Beyond Newsround: Raising Aspiration

Keys to Raising the Aspiration of Black Students in Schools describes aspiration as:

 A strong desire, longing or aim; ambition.

According to the recent Newsround report some students felt that although they were ambitious, their teachers did not expect much from them. 1 in 5 students felt that their future was affected by their race.

This is a complaint that has been aired since the mass migration of West Indians in the 1960s and had heightened in 1999 after the Macpherson Report stated that schools along with other institutions were racist; it is a shame that is widely still prevalent today.

What is quite clear from the report is that black children are not just one homogenous group of students who are not performing well or even lacking confidence.

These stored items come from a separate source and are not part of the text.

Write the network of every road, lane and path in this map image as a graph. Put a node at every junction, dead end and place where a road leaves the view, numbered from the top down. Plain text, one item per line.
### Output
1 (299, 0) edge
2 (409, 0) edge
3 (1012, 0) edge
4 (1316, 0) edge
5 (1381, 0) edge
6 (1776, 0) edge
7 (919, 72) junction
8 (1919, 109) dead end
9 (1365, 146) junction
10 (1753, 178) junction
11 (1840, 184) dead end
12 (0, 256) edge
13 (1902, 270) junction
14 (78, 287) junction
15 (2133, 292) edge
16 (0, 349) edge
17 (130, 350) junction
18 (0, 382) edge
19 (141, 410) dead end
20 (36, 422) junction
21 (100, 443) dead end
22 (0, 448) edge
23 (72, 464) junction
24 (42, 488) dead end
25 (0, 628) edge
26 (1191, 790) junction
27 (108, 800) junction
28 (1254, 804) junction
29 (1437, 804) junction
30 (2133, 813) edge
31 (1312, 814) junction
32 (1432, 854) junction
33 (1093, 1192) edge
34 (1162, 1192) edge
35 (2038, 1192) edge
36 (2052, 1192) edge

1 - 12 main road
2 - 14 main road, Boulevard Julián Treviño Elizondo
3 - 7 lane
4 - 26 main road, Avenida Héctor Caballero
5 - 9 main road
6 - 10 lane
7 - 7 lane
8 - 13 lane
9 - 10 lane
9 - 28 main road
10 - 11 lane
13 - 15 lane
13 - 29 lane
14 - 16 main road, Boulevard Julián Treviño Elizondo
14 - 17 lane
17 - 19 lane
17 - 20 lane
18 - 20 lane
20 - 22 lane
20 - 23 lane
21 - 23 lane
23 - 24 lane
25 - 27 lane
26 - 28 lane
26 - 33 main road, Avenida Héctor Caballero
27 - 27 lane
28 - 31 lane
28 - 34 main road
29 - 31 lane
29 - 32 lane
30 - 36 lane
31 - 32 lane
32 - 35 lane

We have posted some recommendations for raising the aspirations of black students in schools.

Treating all children equally

First of all, in order to cultivate motivation, the teachers must make all students realise that they can achieve anything they desire in life – regardless of their race or background. Teachers can do this from the onset by treating all children equally regardless of the shade of their skin.

Provision of culturally diverse resources in school

Secondly, teachers can help students by ensuring that the resources used in school are culturally diverse. This is an approach that will expose students to a range of achievers from their backgrounds so that they realise that they too can become more than footballers and rappers. At ACES, we raise the aspiration of students by ensuring that they learn more about people who have achieved from their culture. These people include Garrett Morgan who invented the light bulb and Dr Charles Drew who performed the first open heart surgery.

We realise that it isn’t enough to simply talk about people who lived in the past such as Martin Luther King (although it is imperative to do so). We ensure that we also introduce them to high achieving students and professionals of African Caribbean heritage from various blue chip companies such as KPMG and BT.

Allowing students to reflect on their achievements

Thirdly, it is quite natural for most people to feel that they have not achieved anything in their lives or cannot achieve anything, especially the over-achievers. It is therefore important that teachers (and parents) give students the opportunity to reflect on their achievements each year or term no matter how great or small. At ACES, we have found that this is very useful for building self-esteem. It is also good for helping students learn about themselves and commit themselves to achieving even greater goals.

Recognising, nurturing and building on aspiration is absolutely pivotal if you would like to raise the standards of achievement for any student. We are very excited about this aspect because it is not difficult to believe in and show that these students can achieve whatever they want in life. That is what teachers do on a day-to-day basis.